Task brief: Across the listing below, how many lines contain the string "Prinslaan"? Only the number is needed.
=== Section Start ===
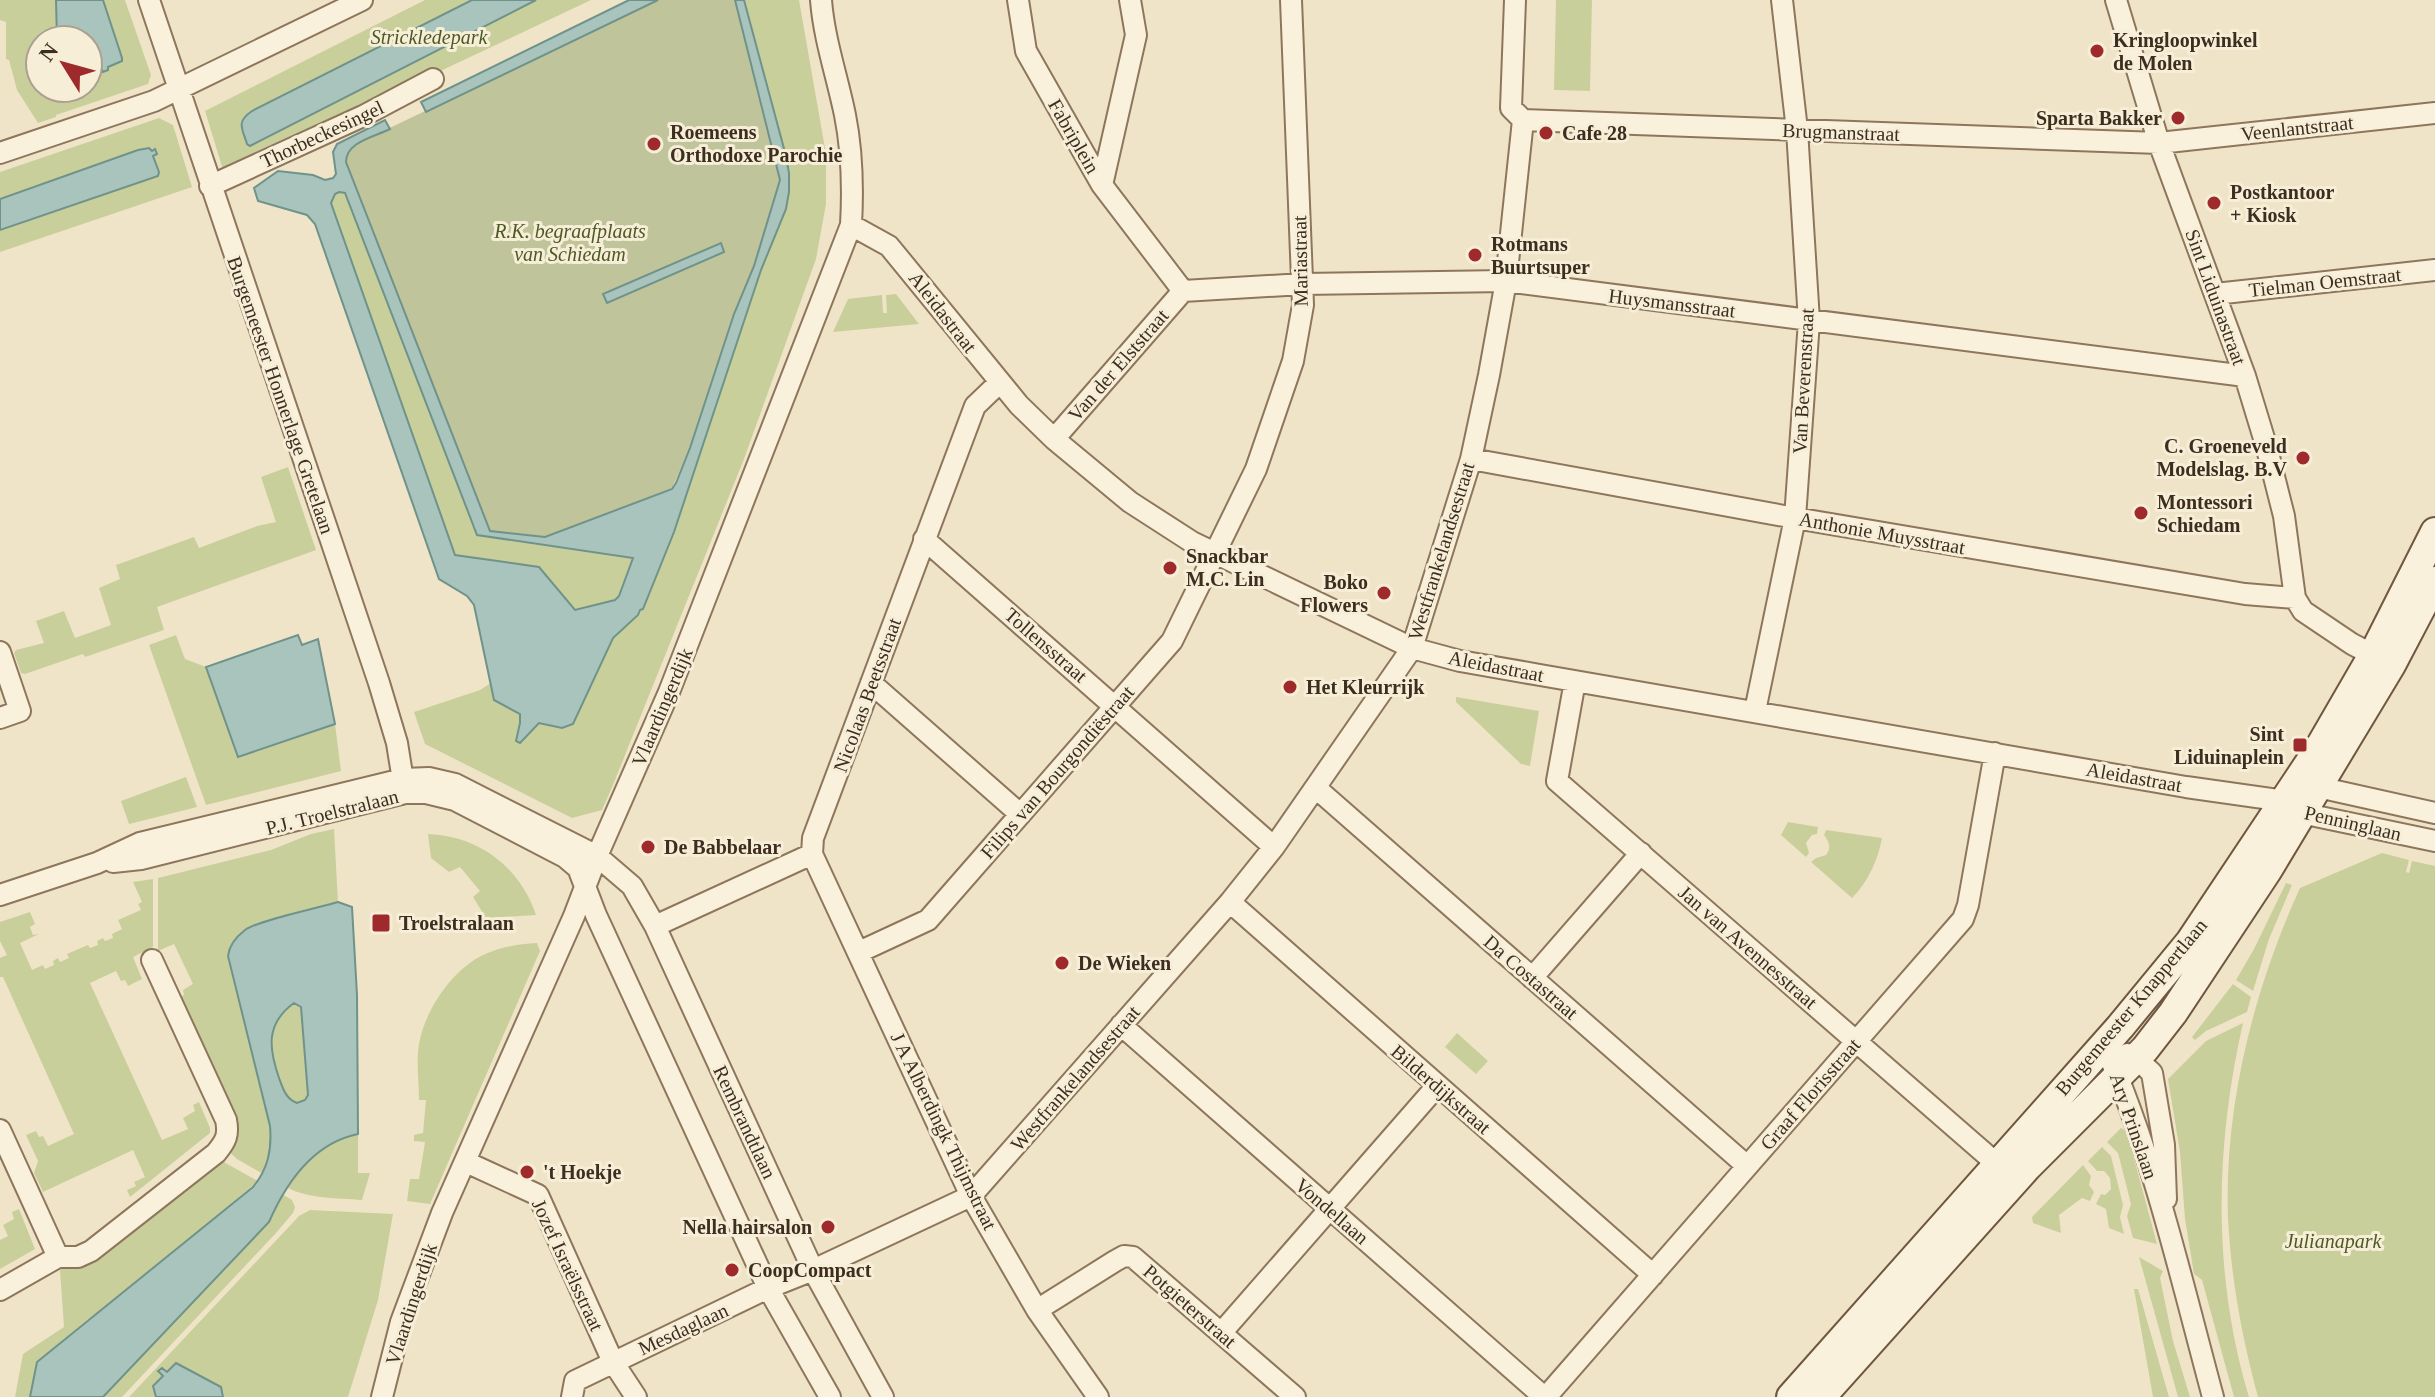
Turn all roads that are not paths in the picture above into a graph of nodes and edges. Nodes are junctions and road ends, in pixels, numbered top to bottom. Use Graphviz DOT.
graph roads {
  1 [pos="149,0"];
  2 [pos="362,0"];
  3 [pos="821,0"];
  4 [pos="1018,0"];
  5 [pos="1130,0"];
  6 [pos="1291,0"];
  7 [pos="1515,0"];
  8 [pos="1782,0"];
  9 [pos="2116,0"];
  10 [pos="433,79"];
  11 [pos="179,90"];
  12 [pos="2435,113"];
  13 [pos="1523,120"];
  14 [pos="1797,130"];
  15 [pos="2159,143"];
  16 [pos="0,153"];
  17 [pos="1102,185"];
  18 [pos="210,186"];
  19 [pos="851,225"];
  20 [pos="2435,270"];
  21 [pos="1506,281"];
  22 [pos="1303,284"];
  23 [pos="1183,291"];
  24 [pos="2215,294"];
  25 [pos="1809,321"];
  26 [pos="2245,376"];
  27 [pos="999,383"];
  28 [pos="1054,439"];
  29 [pos="1471,459"];
  30 [pos="1795,518"];
  31 [pos="2435,532"];
  32 [pos="924,539"];
  33 [pos="1215,553"];
  34 [pos="2435,581"];
  35 [pos="2295,598"];
  36 [pos="1412,648"];
  37 [pos="2382,660"];
  38 [pos="2,665"];
  39 [pos="1575,681"];
  40 [pos="871,683"];
  41 [pos="1115,706"];
  42 [pos="1755,711"];
  43 [pos="0,718"];
  44 [pos="1995,753"];
  45 [pos="404,786"];
  46 [pos="2318,787"];
  47 [pos="1316,788"];
  48 [pos="2293,807"];
  49 [pos="2435,813"];
  50 [pos="1020,814"];
  51 [pos="2435,841"];
  52 [pos="1274,847"];
  53 [pos="1641,853"];
  54 [pos="812,854"];
  55 [pos="597,856"];
  56 [pos="586,889"];
  57 [pos="0,895"];
  58 [pos="1230,902"];
  59 [pos="655,926"];
  60 [pos="859,952"];
  61 [pos="152,960"];
  62 [pos="1532,978"];
  63 [pos="1121,1025"];
  64 [pos="1856,1041"];
  65 [pos="2104,1044"];
  66 [pos="2127,1067"];
  67 [pos="1437,1086"];
  68 [pos="0,1130"];
  69 [pos="466,1162"];
  70 [pos="1747,1166"];
  71 [pos="2006,1172"];
  72 [pos="971,1196"];
  73 [pos="1329,1209"];
  74 [pos="2166,1219"];
  75 [pos="58,1257"];
  76 [pos="813,1270"];
  77 [pos="1653,1275"];
  78 [pos="768,1288"];
  79 [pos="0,1290"];
  80 [pos="1037,1310"];
  81 [pos="1222,1332"];
  82 [pos="613,1362"];
  83 [pos="382,1397"];
  84 [pos="572,1397"];
  85 [pos="636,1397"];
  86 [pos="830,1397"];
  87 [pos="883,1397"];
  88 [pos="1098,1397"];
  89 [pos="1295,1397"];
  90 [pos="1545,1397"];
  91 [pos="1791,1397"];
  92 [pos="1821,1397"];
  93 [pos="2213,1397"];
  1 -- 11 [label="street, Burgemeester Honnerlage Gretelaan"];
  2 -- 11 [label="street"];
  3 -- 19 [label="street, Vlaardingerdijk"];
  4 -- 17 [label="street, Fabriplein"];
  5 -- 17 [label="street, Fabriplein"];
  6 -- 22 [label="street, Mariastraat"];
  7 -- 13 [label="street, Westfrankelandsestraat"];
  8 -- 14 [label="street, Van Beverenstraat"];
  9 -- 15 [label="street, Sint Liduinastraat"];
  10 -- 18 [label="street, Thorbeckesingel"];
  11 -- 16 [label="street"];
  11 -- 18 [label="street, Burgemeester Honnerlage Gretelaan"];
  12 -- 15 [label="street, Veenlantstraat"];
  13 -- 14 [label="street, Brugmanstraat"];
  13 -- 21 [label="street, Westfrankelandsestraat"];
  14 -- 15 [label="street, Brugmanstraat"];
  14 -- 25 [label="street, Van Beverenstraat"];
  15 -- 24 [label="street, Sint Liduinastraat"];
  17 -- 23 [label="street"];
  18 -- 45 [label="street, Burgemeester Honnerlage Gretelaan"];
  19 -- 27 [label="street, Aleidastraat"];
  19 -- 55 [label="street, Vlaardingerdijk"];
  20 -- 24 [label="street, Tielman Oemstraat"];
  21 -- 22 [label="street, Huysmansstraat"];
  21 -- 25 [label="street, Huysmansstraat"];
  21 -- 29 [label="street, Westfrankelandsestraat"];
  22 -- 23 [label="street, Huysmansstraat"];
  22 -- 33 [label="street, Mariastraat"];
  23 -- 28 [label="street, Van der Elststraat"];
  24 -- 26 [label="street, Sint Liduinastraat"];
  25 -- 26 [label="street, Huysmansstraat"];
  25 -- 30 [label="street, Van Beverenstraat"];
  26 -- 35 [label="street, Sint Liduinastraat"];
  27 -- 28 [label="street, Aleidastraat"];
  27 -- 32 [label="street, Nicolaas Beetsstraat"];
  28 -- 33 [label="street, Aleidastraat"];
  29 -- 30 [label="street, Anthonie Muysstraat"];
  29 -- 36 [label="street, Westfrankelandsestraat"];
  30 -- 35 [label="street, Anthonie Muysstraat"];
  30 -- 42 [label="street, Van Beverenstraat"];
  31 -- 37 [label="main road, Burgemeester Knappertlaan"];
  32 -- 40 [label="street, Nicolaas Beetsstraat"];
  32 -- 41 [label="street, Tollensstraat"];
  33 -- 36 [label="street, Aleidastraat"];
  33 -- 41 [label="street, Filips van Bourgondiëstraat"];
  34 -- 37 [label="main road, Burgemeester Knappertlaan"];
  35 -- 37 [label="street"];
  36 -- 39 [label="street, Aleidastraat"];
  36 -- 47 [label="street, Westfrankelandsestraat"];
  37 -- 46 [label="main road, Burgemeester Knappertlaan"];
  37 -- 48 [label="main road, Burgemeester Knappertlaan"];
  38 -- 43 [label="street"];
  39 -- 42 [label="street, Aleidastraat"];
  39 -- 53 [label="street, Jan van Avennesstraat"];
  40 -- 50 [label="street"];
  40 -- 54 [label="street, Nicolaas Beetsstraat"];
  41 -- 50 [label="street, Filips van Bourgondiëstraat"];
  41 -- 52 [label="street, Tollensstraat"];
  42 -- 44 [label="street, Aleidastraat"];
  44 -- 48 [label="street, Aleidastraat"];
  44 -- 64 [label="street, Graaf Florisstraat"];
  45 -- 55 [label="street, P.J. Troelstralaan"];
  45 -- 56 [label="street, P.J. Troelstralaan"];
  45 -- 57 [label="street, P.J. Troelstralaan"];
  46 -- 48 [label="main road, Burgemeester Knappertlaan"];
  46 -- 49 [label="street, Penninglaan"];
  47 -- 52 [label="street, Westfrankelandsestraat"];
  47 -- 62 [label="street, Da Costastraat"];
  48 -- 51 [label="street, Penninglaan"];
  48 -- 65 [label="main road, Burgemeester Knappertlaan"];
  48 -- 66 [label="main road, Burgemeester Knappertlaan"];
  50 -- 60 [label="street, Filips van Bourgondiëstraat"];
  52 -- 58 [label="street, Westfrankelandsestraat"];
  53 -- 62 [label="street"];
  53 -- 64 [label="street, Jan van Avennesstraat"];
  54 -- 59 [label="street"];
  54 -- 60 [label="street, J A Alberdingk Thijmstraat"];
  55 -- 56 [label="street, Vlaardingerdijk"];
  55 -- 59 [label="street, Rembrandtlaan"];
  56 -- 69 [label="street, Vlaardingerdijk"];
  56 -- 78 [label="street"];
  58 -- 63 [label="street, Westfrankelandsestraat"];
  58 -- 67 [label="street, Bilderdijkstraat"];
  59 -- 76 [label="street, Rembrandtlaan"];
  60 -- 72 [label="street, J A Alberdingk Thijmstraat"];
  61 -- 75 [label="street"];
  62 -- 70 [label="street, Da Costastraat"];
  63 -- 72 [label="street, Westfrankelandsestraat"];
  63 -- 73 [label="street, Vondellaan"];
  64 -- 70 [label="street, Graaf Florisstraat"];
  64 -- 71 [label="street, Jan van Avennesstraat"];
  65 -- 66 [label="street, Ary Prinslaan"];
  65 -- 71 [label="main road, Burgemeester Knappertlaan"];
  66 -- 71 [label="main road, Burgemeester Knappertlaan"];
  66 -- 74 [label="street, Ary Prinslaan"];
  66 -- 74 [label="street, Ary Prinslaan"];
  67 -- 73 [label="street"];
  67 -- 77 [label="street, Bilderdijkstraat"];
  68 -- 75 [label="street"];
  69 -- 82 [label="street, Jozef Israëlsstraat"];
  69 -- 83 [label="street, Vlaardingerdijk"];
  70 -- 77 [label="street, Graaf Florisstraat"];
  71 -- 91 [label="main road, Burgemeester Knappertlaan"];
  71 -- 92 [label="main road, Burgemeester Knappertlaan"];
  72 -- 76 [label="street, Mesdaglaan"];
  72 -- 80 [label="street, J A Alberdingk Thijmstraat"];
  73 -- 81 [label="street"];
  73 -- 90 [label="street, Vondellaan"];
  74 -- 93 [label="street, Ary Prinslaan"];
  75 -- 79 [label="street"];
  76 -- 78 [label="street, Mesdaglaan"];
  76 -- 87 [label="street, Rembrandtlaan"];
  77 -- 90 [label="street, Graaf Florisstraat"];
  78 -- 82 [label="street, Mesdaglaan"];
  78 -- 86 [label="street"];
  80 -- 81 [label="street, Potgieterstraat"];
  80 -- 88 [label="street, J A Alberdingk Thijmstraat"];
  81 -- 89 [label="street, Potgieterstraat"];
  82 -- 84 [label="street, Mesdaglaan"];
  82 -- 85 [label="street, Jozef Israëlsstraat"];
}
=== Section End ===
Solution: 4